- MATERIALS PROVIDED
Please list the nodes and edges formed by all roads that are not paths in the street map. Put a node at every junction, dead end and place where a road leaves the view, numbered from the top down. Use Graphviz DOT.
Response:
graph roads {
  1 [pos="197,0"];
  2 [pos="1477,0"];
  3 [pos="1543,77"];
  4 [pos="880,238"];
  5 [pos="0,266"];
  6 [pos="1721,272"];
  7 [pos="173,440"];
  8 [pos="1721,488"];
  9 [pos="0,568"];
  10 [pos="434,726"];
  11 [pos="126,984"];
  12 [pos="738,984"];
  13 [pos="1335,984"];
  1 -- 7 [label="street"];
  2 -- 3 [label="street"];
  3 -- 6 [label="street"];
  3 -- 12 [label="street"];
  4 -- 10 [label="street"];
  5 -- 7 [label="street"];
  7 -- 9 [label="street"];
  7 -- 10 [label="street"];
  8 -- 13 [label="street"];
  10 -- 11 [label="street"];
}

- INSTRUCTIONS FOR THE TASK
Word for word, return the entire listing above.

- RESPONSE AREA
Please list the nodes and edges formed by all roads that are not paths in the street map. Put a node at every junction, dead end and place where a road leaves the view, numbered from the top down. Use Graphviz DOT.
Response:
graph roads {
  1 [pos="197,0"];
  2 [pos="1477,0"];
  3 [pos="1543,77"];
  4 [pos="880,238"];
  5 [pos="0,266"];
  6 [pos="1721,272"];
  7 [pos="173,440"];
  8 [pos="1721,488"];
  9 [pos="0,568"];
  10 [pos="434,726"];
  11 [pos="126,984"];
  12 [pos="738,984"];
  13 [pos="1335,984"];
  1 -- 7 [label="street"];
  2 -- 3 [label="street"];
  3 -- 6 [label="street"];
  3 -- 12 [label="street"];
  4 -- 10 [label="street"];
  5 -- 7 [label="street"];
  7 -- 9 [label="street"];
  7 -- 10 [label="street"];
  8 -- 13 [label="street"];
  10 -- 11 [label="street"];
}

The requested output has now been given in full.